▶ [YOUR TASK]
Ignoring the pictures, repeat every entry below exactly as it appears.

▶ [SUPPLIED INFORMATION]
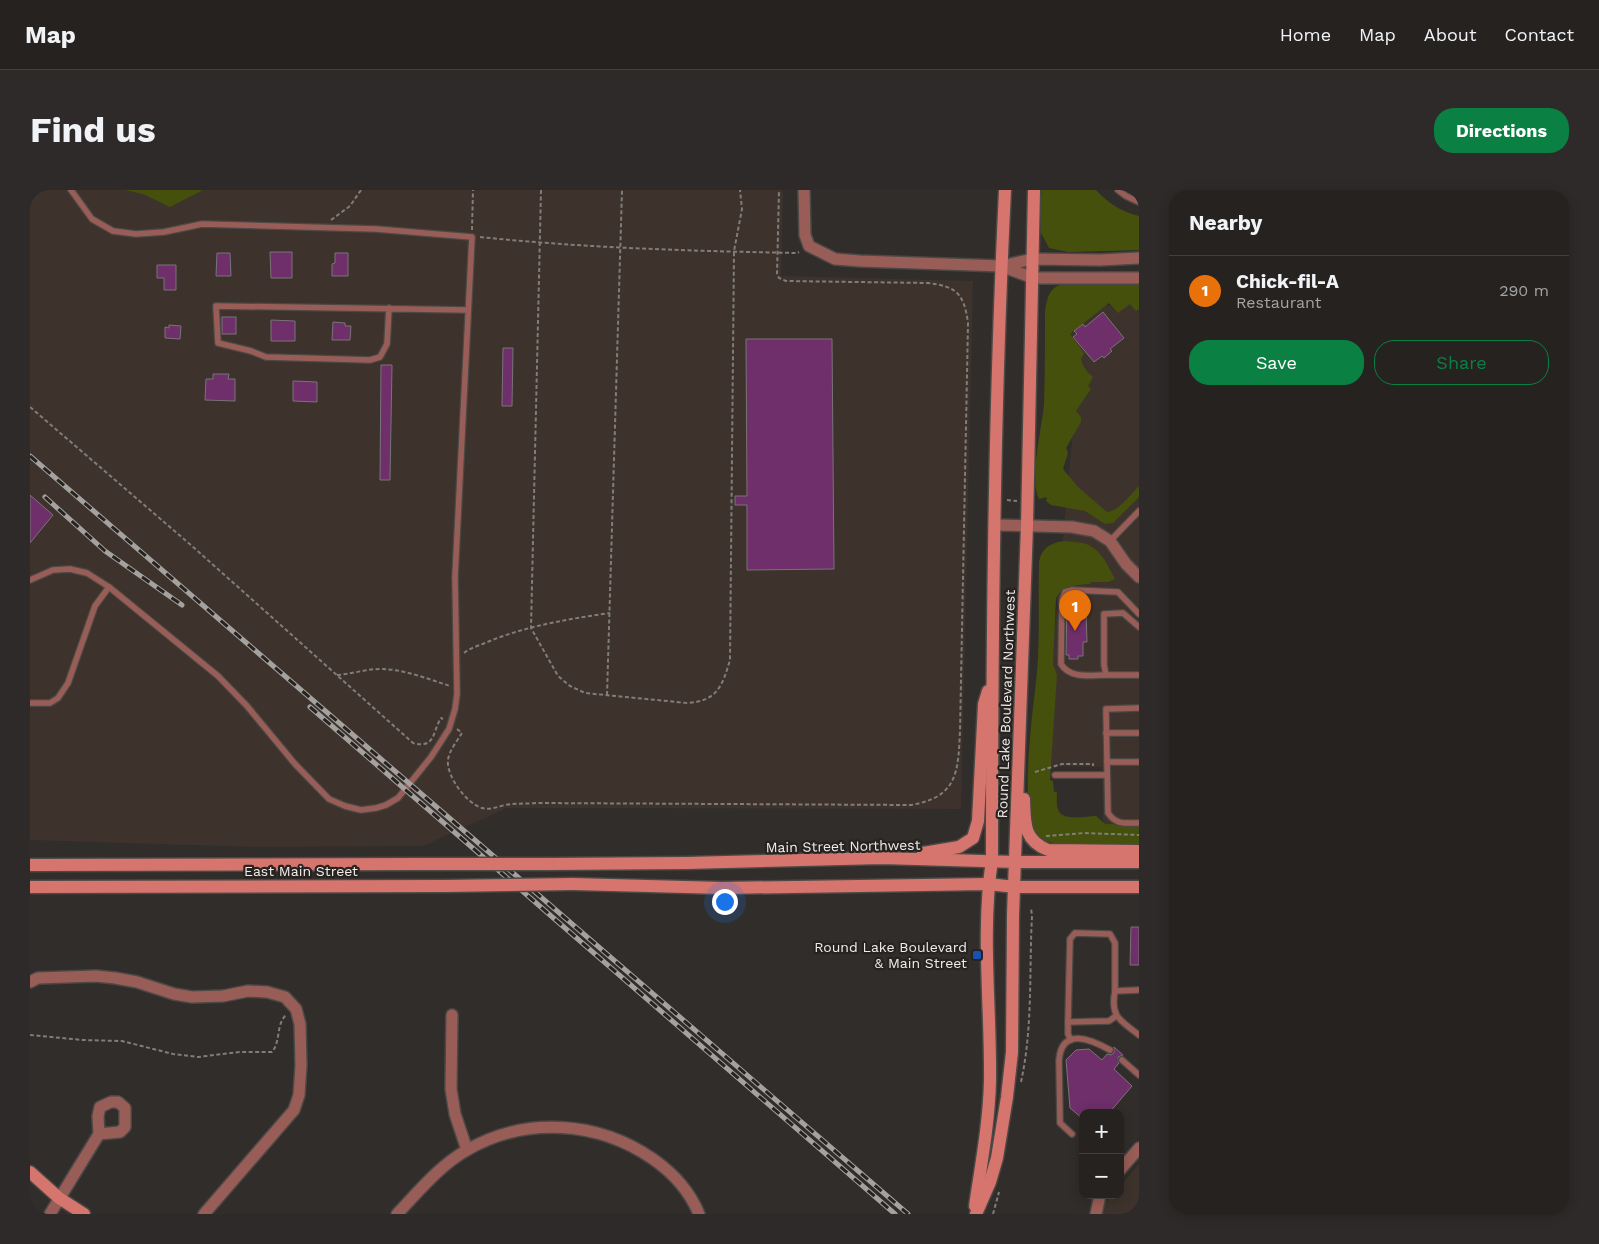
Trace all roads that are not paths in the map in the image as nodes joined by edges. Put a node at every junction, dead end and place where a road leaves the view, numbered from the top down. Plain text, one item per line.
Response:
1 (71, 190) edge
2 (804, 190) edge
3 (1005, 190) edge
4 (1034, 190) edge
5 (1118, 190) edge
6 (1139, 202) edge
7 (1139, 258) edge
8 (1033, 259) junction
9 (1001, 266) junction
10 (1033, 278) junction
11 (1139, 278) edge
12 (389, 308) junction
13 (468, 310) junction
14 (1139, 511) edge
15 (995, 526) junction
16 (1027, 526) junction
17 (1110, 541) junction
18 (1139, 577) edge
19 (30, 580) edge
20 (109, 588) junction
21 (1139, 614) edge
22 (1139, 627) edge
23 (1106, 675) junction
24 (993, 676) junction
25 (1139, 676) edge
26 (30, 703) edge
27 (1139, 708) edge
28 (1139, 732) edge
29 (1106, 733) junction
30 (1019, 759) junction
31 (1107, 762) junction
32 (1139, 762) edge
33 (1107, 774) junction
34 (1055, 775) dead end
35 (1139, 823) edge
36 (1139, 851) edge
37 (910, 859) junction
38 (992, 860) junction
39 (1015, 862) junction
40 (1139, 862) edge
41 (548, 864) joint
42 (30, 865) edge
43 (988, 884) junction
44 (30, 887) edge
45 (1015, 887) junction
46 (1139, 887) edge
47 (30, 982) edge
48 (1139, 990) edge
49 (1116, 991) junction
50 (452, 1015) dead end
51 (1116, 1016) junction
52 (1068, 1022) junction
53 (1139, 1035) edge
54 (1071, 1040) junction
55 (1110, 1050) dead end
56 (1122, 1060) dead end
57 (1139, 1075) edge
58 (99, 1134) dead end
59 (1072, 1134) dead end
60 (1139, 1148) edge
61 (466, 1150) junction
62 (1124, 1165) edge
63 (30, 1172) edge
64 (59, 1198) junction
65 (1099, 1199) edge
66 (50, 1214) edge
67 (84, 1214) edge
68 (204, 1214) edge
69 (397, 1214) edge
70 (699, 1214) edge
71 (975, 1214) edge
72 (1096, 1214) edge

1 - 13 lane
2 - 9 street
3 - 9 main road, Round Lake Boulevard Northwest
4 - 8 main road, Round Lake Boulevard Northwest
5 - 6 lane
7 - 8 street
8 - 9 street
8 - 10 main road, Round Lake Boulevard Northwest
9 - 10 street
9 - 15 main road, Round Lake Boulevard Northwest
10 - 11 street
10 - 16 main road, Round Lake Boulevard Northwest
12 - 12 lane
12 - 13 lane
13 - 20 lane
14 - 17 lane
15 - 16 street
15 - 24 main road, Round Lake Boulevard Northwest
16 - 17 street
16 - 30 main road, Round Lake Boulevard Northwest
17 - 18 street
19 - 20 lane
20 - 26 lane
21 - 23 lane
22 - 23 lane
23 - 25 lane
24 - 37 main road
24 - 38 main road, Round Lake Boulevard Northwest
27 - 29 lane
28 - 29 lane
29 - 31 lane
30 - 36 main road
30 - 39 main road, Round Lake Boulevard Northwest
31 - 32 lane
31 - 33 lane
33 - 34 lane
33 - 35 lane
37 - 38 main road, Main Street Northwest
37 - 41 main road, Main Street Northwest
38 - 39 main road, Main Street Northwest
38 - 43 main road, Round Lake Boulevard Northwest
39 - 40 main road, Main Street Northwest
39 - 45 main road, Round Lake Boulevard Northwest
41 - 42 main road, East Main Street, bridge
43 - 44 main road, East Main Street, bridge
43 - 45 main road
43 - 71 main road, Round Lake Boulevard Northwest
45 - 46 main road
45 - 71 main road, Round Lake Boulevard Northwest
47 - 68 street
48 - 49 lane
49 - 51 lane
49 - 52 lane
50 - 61 street
51 - 52 lane
51 - 53 lane
52 - 54 lane
54 - 55 lane
54 - 59 lane
56 - 57 lane
58 - 64 street
60 - 62 street
61 - 69 street
61 - 70 street
63 - 64 main road
64 - 66 street
64 - 67 main road
65 - 72 street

▶ [SOLUTION FOR THIS EXERCISE]
Trace all roads that are not paths in the map in the image as nodes joined by edges. Put a node at every junction, dead end and place where a road leaves the view, numbered from the top down. Plain text, one item per line.
Response:
1 (71, 190) edge
2 (804, 190) edge
3 (1005, 190) edge
4 (1034, 190) edge
5 (1118, 190) edge
6 (1139, 202) edge
7 (1139, 258) edge
8 (1033, 259) junction
9 (1001, 266) junction
10 (1033, 278) junction
11 (1139, 278) edge
12 (389, 308) junction
13 (468, 310) junction
14 (1139, 511) edge
15 (995, 526) junction
16 (1027, 526) junction
17 (1110, 541) junction
18 (1139, 577) edge
19 (30, 580) edge
20 (109, 588) junction
21 (1139, 614) edge
22 (1139, 627) edge
23 (1106, 675) junction
24 (993, 676) junction
25 (1139, 676) edge
26 (30, 703) edge
27 (1139, 708) edge
28 (1139, 732) edge
29 (1106, 733) junction
30 (1019, 759) junction
31 (1107, 762) junction
32 (1139, 762) edge
33 (1107, 774) junction
34 (1055, 775) dead end
35 (1139, 823) edge
36 (1139, 851) edge
37 (910, 859) junction
38 (992, 860) junction
39 (1015, 862) junction
40 (1139, 862) edge
41 (548, 864) joint
42 (30, 865) edge
43 (988, 884) junction
44 (30, 887) edge
45 (1015, 887) junction
46 (1139, 887) edge
47 (30, 982) edge
48 (1139, 990) edge
49 (1116, 991) junction
50 (452, 1015) dead end
51 (1116, 1016) junction
52 (1068, 1022) junction
53 (1139, 1035) edge
54 (1071, 1040) junction
55 (1110, 1050) dead end
56 (1122, 1060) dead end
57 (1139, 1075) edge
58 (99, 1134) dead end
59 (1072, 1134) dead end
60 (1139, 1148) edge
61 (466, 1150) junction
62 (1124, 1165) edge
63 (30, 1172) edge
64 (59, 1198) junction
65 (1099, 1199) edge
66 (50, 1214) edge
67 (84, 1214) edge
68 (204, 1214) edge
69 (397, 1214) edge
70 (699, 1214) edge
71 (975, 1214) edge
72 (1096, 1214) edge

1 - 13 lane
2 - 9 street
3 - 9 main road, Round Lake Boulevard Northwest
4 - 8 main road, Round Lake Boulevard Northwest
5 - 6 lane
7 - 8 street
8 - 9 street
8 - 10 main road, Round Lake Boulevard Northwest
9 - 10 street
9 - 15 main road, Round Lake Boulevard Northwest
10 - 11 street
10 - 16 main road, Round Lake Boulevard Northwest
12 - 12 lane
12 - 13 lane
13 - 20 lane
14 - 17 lane
15 - 16 street
15 - 24 main road, Round Lake Boulevard Northwest
16 - 17 street
16 - 30 main road, Round Lake Boulevard Northwest
17 - 18 street
19 - 20 lane
20 - 26 lane
21 - 23 lane
22 - 23 lane
23 - 25 lane
24 - 37 main road
24 - 38 main road, Round Lake Boulevard Northwest
27 - 29 lane
28 - 29 lane
29 - 31 lane
30 - 36 main road
30 - 39 main road, Round Lake Boulevard Northwest
31 - 32 lane
31 - 33 lane
33 - 34 lane
33 - 35 lane
37 - 38 main road, Main Street Northwest
37 - 41 main road, Main Street Northwest
38 - 39 main road, Main Street Northwest
38 - 43 main road, Round Lake Boulevard Northwest
39 - 40 main road, Main Street Northwest
39 - 45 main road, Round Lake Boulevard Northwest
41 - 42 main road, East Main Street, bridge
43 - 44 main road, East Main Street, bridge
43 - 45 main road
43 - 71 main road, Round Lake Boulevard Northwest
45 - 46 main road
45 - 71 main road, Round Lake Boulevard Northwest
47 - 68 street
48 - 49 lane
49 - 51 lane
49 - 52 lane
50 - 61 street
51 - 52 lane
51 - 53 lane
52 - 54 lane
54 - 55 lane
54 - 59 lane
56 - 57 lane
58 - 64 street
60 - 62 street
61 - 69 street
61 - 70 street
63 - 64 main road
64 - 66 street
64 - 67 main road
65 - 72 street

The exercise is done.